Même pas peur
J'appelle Frédéric à la radio, qui par soucis de sécurité est en veille à la VHF, quand je retourne pêcher. Je préviens Frédéric, qu'il y a une orque énorme au large. A peine ai-je coupé ma radio, que je suis entouré de toute une famille d'orques, de toutes les tailles. J'en compte une dizaine, en fait elles étaient plus que ça. L'orque, orca, killer whale, le seul mammifère marin qui à part l'homme n'a aucun prédateur. Une bestiole qui peut mesurer 9 mètres et peser 8 tonnes, un cétacé qui peut s'attaquer à l'ours blanc ou au rorqual s' il a faim, grand amateur de phoques et d'otaries, de morse ou d'éléphant de mer... Là, mes orques à moi, se régalent de saumons.
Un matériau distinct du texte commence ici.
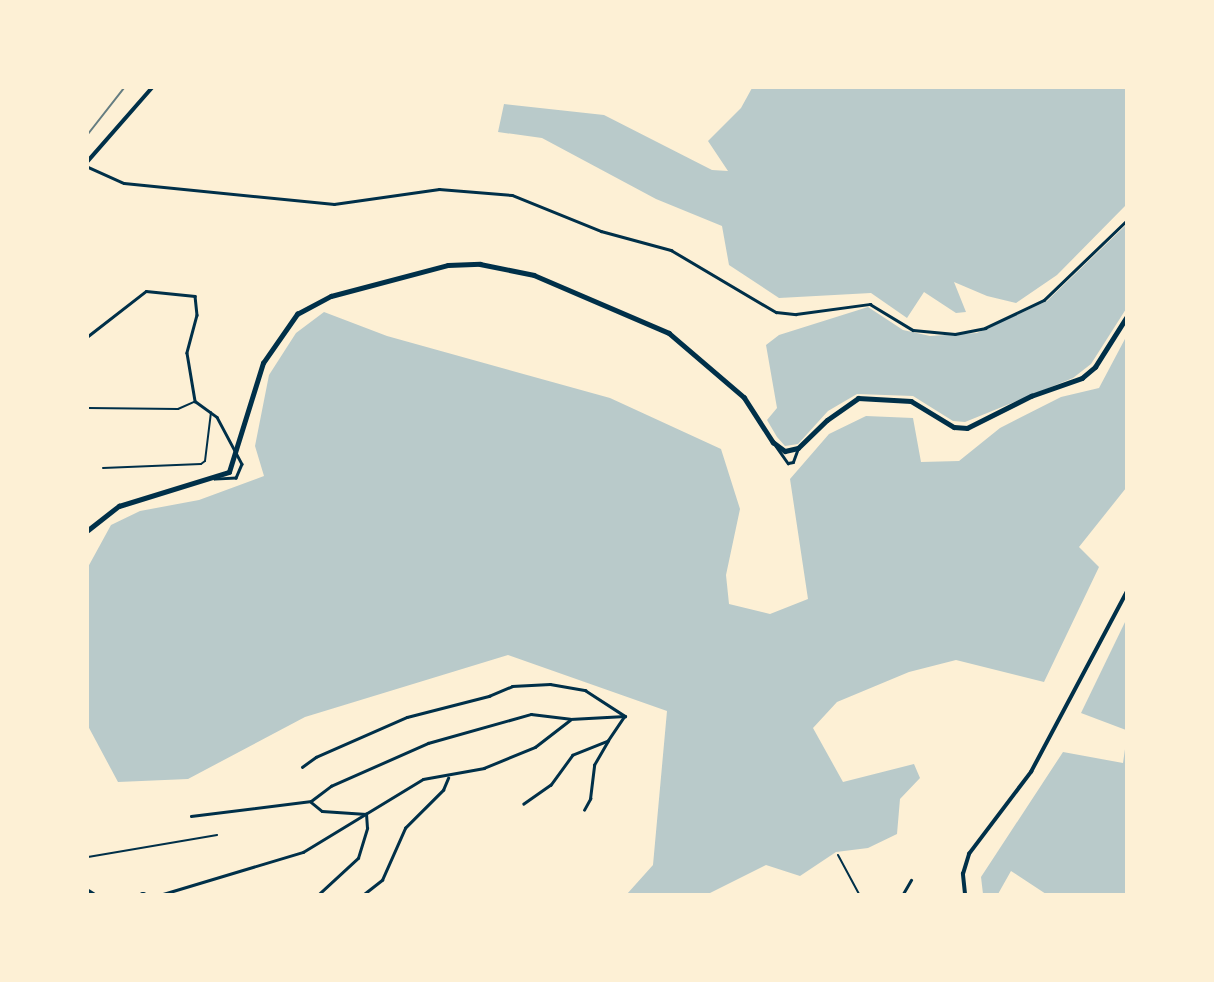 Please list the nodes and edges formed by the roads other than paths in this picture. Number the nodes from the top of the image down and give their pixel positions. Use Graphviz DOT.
graph roads {
  1 [pos="152,88"];
  2 [pos="88,161"];
  3 [pos="88,167"];
  4 [pos="1126,221"];
  5 [pos="1126,318"];
  6 [pos="88,336"];
  7 [pos="195,401"];
  8 [pos="88,408"];
  9 [pos="211,411"];
  10 [pos="776,446"];
  11 [pos="798,448"];
  12 [pos="237,454"];
  13 [pos="103,468"];
  14 [pos="215,479"];
  15 [pos="88,530"];
  16 [pos="1126,593"];
  17 [pos="623,715"];
  18 [pos="570,719"];
  19 [pos="608,741"];
  20 [pos="302,767"];
  21 [pos="448,778"];
  22 [pos="311,801"];
  23 [pos="524,804"];
  24 [pos="584,810"];
  25 [pos="366,814"];
  26 [pos="191,816"];
  27 [pos="217,835"];
  28 [pos="838,855"];
  29 [pos="88,857"];
  30 [pos="911,880"];
  31 [pos="88,891"];
  32 [pos="93,894"];
  33 [pos="163,894"];
  34 [pos="319,894"];
  35 [pos="364,894"];
  36 [pos="859,894"];
  37 [pos="902,894"];
  38 [pos="965,894"];
  1 -- 2 [label="main road"];
  3 -- 4 [label="street"];
  5 -- 11 [label="main road"];
  6 -- 7 [label="street"];
  7 -- 8 [label="lane"];
  7 -- 9 [label="street"];
  9 -- 12 [label="street"];
  9 -- 13 [label="lane"];
  10 -- 11 [label="main road"];
  10 -- 11 [label="street"];
  10 -- 12 [label="main road"];
  12 -- 14 [label="main road"];
  12 -- 14 [label="street"];
  14 -- 15 [label="main road"];
  16 -- 38 [label="main road"];
  17 -- 18 [label="street"];
  17 -- 19 [label="street"];
  17 -- 20 [label="street"];
  18 -- 21 [label="street"];
  18 -- 22 [label="street"];
  19 -- 23 [label="street"];
  19 -- 24 [label="street"];
  21 -- 25 [label="street"];
  21 -- 35 [label="street"];
  22 -- 25 [label="street"];
  22 -- 26 [label="street"];
  25 -- 33 [label="street"];
  25 -- 34 [label="street"];
  27 -- 29 [label="lane"];
  28 -- 36 [label="lane"];
  30 -- 37 [label="street"];
  31 -- 32 [label="main road"];
} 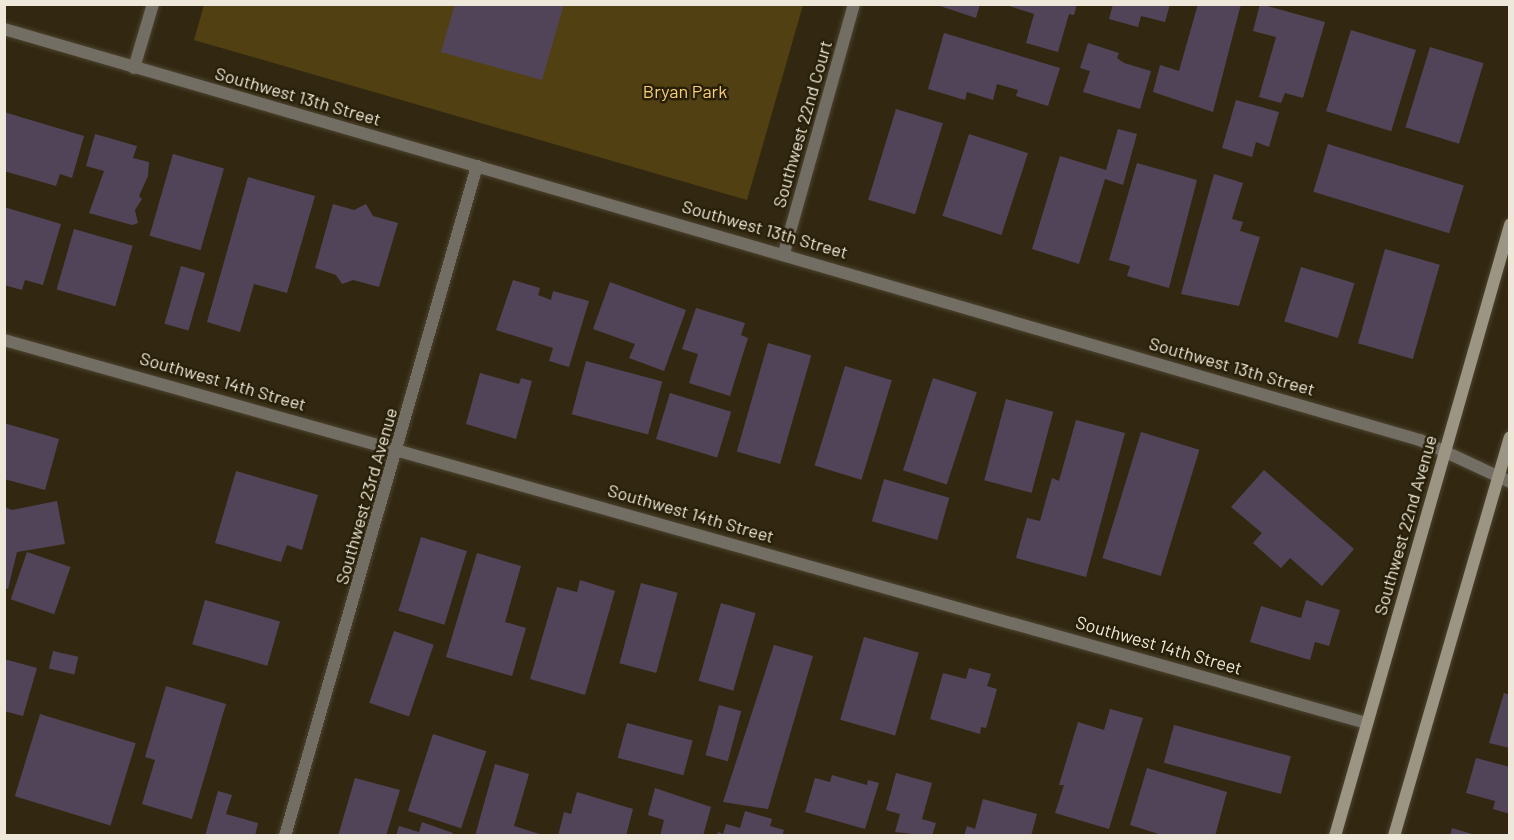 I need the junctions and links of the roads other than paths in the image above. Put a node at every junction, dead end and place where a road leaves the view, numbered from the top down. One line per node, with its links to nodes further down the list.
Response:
1 (153, 4): 4 (street)
2 (855, 4): 7 (street, Southwest 22nd Court)
3 (4, 29): 4 (street, Southwest 13th Street)
4 (134, 68): 5 (street, Southwest 13th Street)
5 (477, 166): 7 (street, Southwest 13th Street); 10 (street, Southwest 23rd Avenue)
6 (1509, 225): 11 (main road, Southwest 22nd Avenue)
7 (784, 253): 11 (street, Southwest 13th Street)
8 (4, 339): 10 (street, Southwest 14th Street)
9 (1509, 438): 12 (main road)
10 (399, 449): 13 (street, Southwest 14th Street); 14 (street, Southwest 23rd Avenue)
11 (1445, 450): 12 (street, Southwest 13th Street); 13 (main road, Southwest 22nd Avenue)
12 (1504, 479): 16 (main road)
13 (1367, 723): 15 (main road, Southwest 22nd Avenue)
14 (285, 836)
15 (1335, 836)
16 (1394, 836) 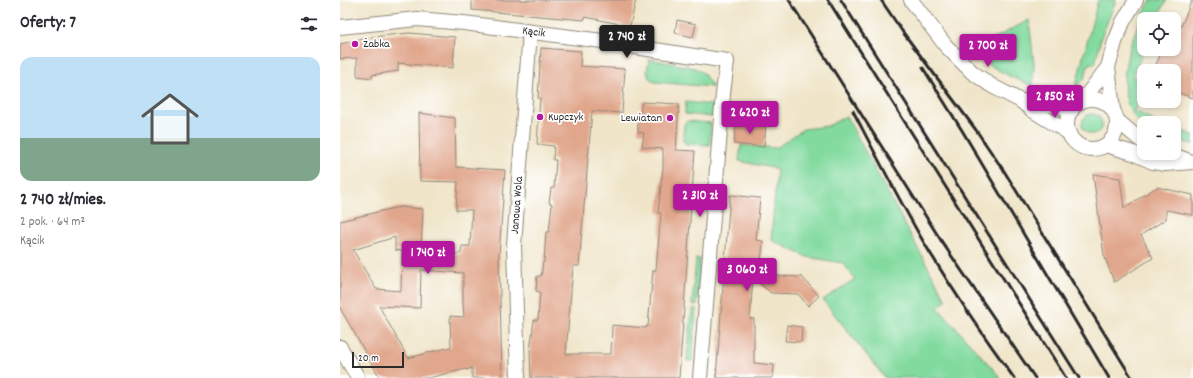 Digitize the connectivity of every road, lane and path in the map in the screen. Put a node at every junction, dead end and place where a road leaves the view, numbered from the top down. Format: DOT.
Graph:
graph roads {
  1 [pos="911,0"];
  2 [pos="1136,0"];
  3 [pos="340,27"];
  4 [pos="530,32"];
  5 [pos="1108,67"];
  6 [pos="1021,101"];
  7 [pos="1077,106"];
  8 [pos="1115,115"];
  9 [pos="1069,133"];
  10 [pos="1137,135"];
  11 [pos="1106,145"];
  12 [pos="1181,158"];
  13 [pos="1192,162"];
  14 [pos="340,347"];
  15 [pos="358,378"];
  16 [pos="518,378"];
  17 [pos="700,378"];
  1 -- 6 [label="street"];
  2 -- 5 [label="street"];
  3 -- 4 [label="street, Kącik"];
  4 -- 16 [label="street, Janowa Wola"];
  4 -- 17 [label="street, Kącik"];
  5 -- 7 [label="street"];
  5 -- 8 [label="street"];
  6 -- 7 [label="street"];
  6 -- 9 [label="street"];
  7 -- 8 [label="street"];
  7 -- 9 [label="street"];
  8 -- 10 [label="street"];
  8 -- 11 [label="street"];
  9 -- 11 [label="street"];
  11 -- 13 [label="street"];
  12 -- 13 [label="street"];
  14 -- 15 [label="street"];
}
Je les entends souffler, je les respire, je me fiche de savoir si l'orque est dangereuse pour l'homme, elles se moquent de ma présence et j'en profite. Mes trois potes sur la plage doivent être vert de jalousie, tant pis, la magie n' est là que pour moi. Soudain une orque plus petite que les autres, 4 ou 5 mêtres, passe sous mon kayak, à le froler, gare à la secousse! Mais non rien, elle resort un peu plus loin en m'éclaboussant de son souffle. Quel spectacle. J'avais déjà vu des orques, au Labrador, il y a longtemps. Mais là, toute une tribu, rien que pour moi et à toucher ma pagaie.

La tribu s'éloigne, là bas vers le Nord Est en continuant son festin de saumons, je la suis un peu. Mais ça tire sur ma ligne, ce soir c'est saumon au feu de bois. Un gros saumon du Pacifique. Ce soir, je suis le roi du Pacifique.